Il sorriso di pietra di bambini dalla pelle d’ebano soffoca ogni parvenza di civiltà. L’ingiustizia dei mondi sotterranei vige in uno stato di natura che non ha niente a che spartire con noi, al di sopra dell’equatore. La serenità della mancanza di vita e l’inquietudine delle nostre marche di vestiti. Le fabbriche, abbandonate, senza nessuno che sappia come avviare il grande sistema dello sviluppo internazionale, dormono ai lati di strade senza asfalto.
Piedi scalzi. Piedi. Sandali che camminano da soli sui banconi sudati di un mercato a cielo aperto. Parlare lingue differenti per accorgersi che ci sono gesti, che le lacrime, che un sorriso, possono essere così vicini al cuore di chiunque. Così universali. Così veri. Guardare negli occhi di corvo il viso malinconico delle speranze infrante. Morte alla nascita. Morte senza nessuno che abbia avuto il tempo di sperarle. La morte, accanto alla vita. Attorno e sopra a tutto ciò che c’è.
La vita che ride di se stessa e si pone al di sopra delle contingenze e delle dissertazioni in cui sprecare altro tempo. Più di quanto, lì, ce ne sia a disposizione per ognuno. Brevi aspettative di vita. Insulse, per i tempi cui siamo abituati noi. Noi occidentali. Noi, perché le differenze esistono. Nonostante non ci piaccia vederle, nonostante sottolinearle sia più crudele che ignorarle. Nonostante tutto, il pacifismo e i buoni propositi, noi siamo gli occidentali.
Siamo sempre quelli con la macchina fotografica. Quelli con carta e penna. Con le scarpe ai piedi. Ed anche se cammini scalzo, anche se non ti importa della tua pelle, così luminosa e bianca, anche se butti via la civiltà e ti lasci confondere dagli odori e dai giochi di luce dei tramonti in groppa all’altezza da capogiro di un dolce cammello, sei ancora un occidentale. Uno che fa l’anticonformista. Uno atipico. Migliore degli altri, forse. Ma un occidentale, uno con il biglietto di ritorno in tasca.

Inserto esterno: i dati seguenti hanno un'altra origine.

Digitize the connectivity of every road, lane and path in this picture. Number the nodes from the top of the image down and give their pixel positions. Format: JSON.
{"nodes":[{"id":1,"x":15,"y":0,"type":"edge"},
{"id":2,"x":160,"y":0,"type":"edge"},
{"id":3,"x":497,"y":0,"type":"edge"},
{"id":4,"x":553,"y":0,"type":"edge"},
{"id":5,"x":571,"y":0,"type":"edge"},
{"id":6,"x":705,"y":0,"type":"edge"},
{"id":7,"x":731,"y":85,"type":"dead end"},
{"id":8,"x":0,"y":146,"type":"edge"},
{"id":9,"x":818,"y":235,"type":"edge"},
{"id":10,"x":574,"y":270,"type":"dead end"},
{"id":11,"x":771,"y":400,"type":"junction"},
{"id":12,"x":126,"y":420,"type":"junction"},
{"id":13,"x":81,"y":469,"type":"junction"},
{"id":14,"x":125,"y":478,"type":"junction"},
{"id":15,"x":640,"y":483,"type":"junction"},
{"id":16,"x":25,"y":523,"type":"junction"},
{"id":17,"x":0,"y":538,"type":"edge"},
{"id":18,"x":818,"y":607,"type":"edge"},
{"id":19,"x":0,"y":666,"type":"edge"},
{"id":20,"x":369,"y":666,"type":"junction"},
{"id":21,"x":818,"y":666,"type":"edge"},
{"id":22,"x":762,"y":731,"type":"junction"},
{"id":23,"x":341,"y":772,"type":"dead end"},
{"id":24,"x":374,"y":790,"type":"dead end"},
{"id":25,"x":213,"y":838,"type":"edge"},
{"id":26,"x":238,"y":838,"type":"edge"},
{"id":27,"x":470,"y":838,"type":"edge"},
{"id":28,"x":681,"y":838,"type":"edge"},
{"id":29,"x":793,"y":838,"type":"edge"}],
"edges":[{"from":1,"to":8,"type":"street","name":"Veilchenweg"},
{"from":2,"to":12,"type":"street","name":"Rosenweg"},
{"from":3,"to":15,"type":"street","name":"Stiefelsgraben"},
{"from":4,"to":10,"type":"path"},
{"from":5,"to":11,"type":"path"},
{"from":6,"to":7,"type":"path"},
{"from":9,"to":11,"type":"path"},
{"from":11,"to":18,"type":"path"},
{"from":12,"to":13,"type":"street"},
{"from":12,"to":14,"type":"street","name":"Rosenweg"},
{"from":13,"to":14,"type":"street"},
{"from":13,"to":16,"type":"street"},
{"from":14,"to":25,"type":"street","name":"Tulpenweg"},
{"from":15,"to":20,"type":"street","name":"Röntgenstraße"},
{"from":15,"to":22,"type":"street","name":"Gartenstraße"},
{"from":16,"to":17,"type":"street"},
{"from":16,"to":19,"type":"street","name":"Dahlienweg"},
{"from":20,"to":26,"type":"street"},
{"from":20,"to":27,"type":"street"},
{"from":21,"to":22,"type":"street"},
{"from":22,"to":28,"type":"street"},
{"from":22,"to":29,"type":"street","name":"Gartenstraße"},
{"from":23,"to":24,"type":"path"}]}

Quello che si può fare è strappare almeno un lembo di terra, stringere la sabbia tra le mani, respirare ed urlare nel vento affinché la voce arrivi fino all’orizzonte e lo divori. Calpestare e lasciare impronte indelebili mentre l’Africa ti avvolge e si insinua nei pori della pelle. Uno scambio reciproco. Un sorso di siccità e sole sempre accesso. Un assaggio di paprika, soffiata piano da labbra di antracite. Non si può tornare da un viaggio sulla fine del mondo senza portarsi dentro una goccia di eternità.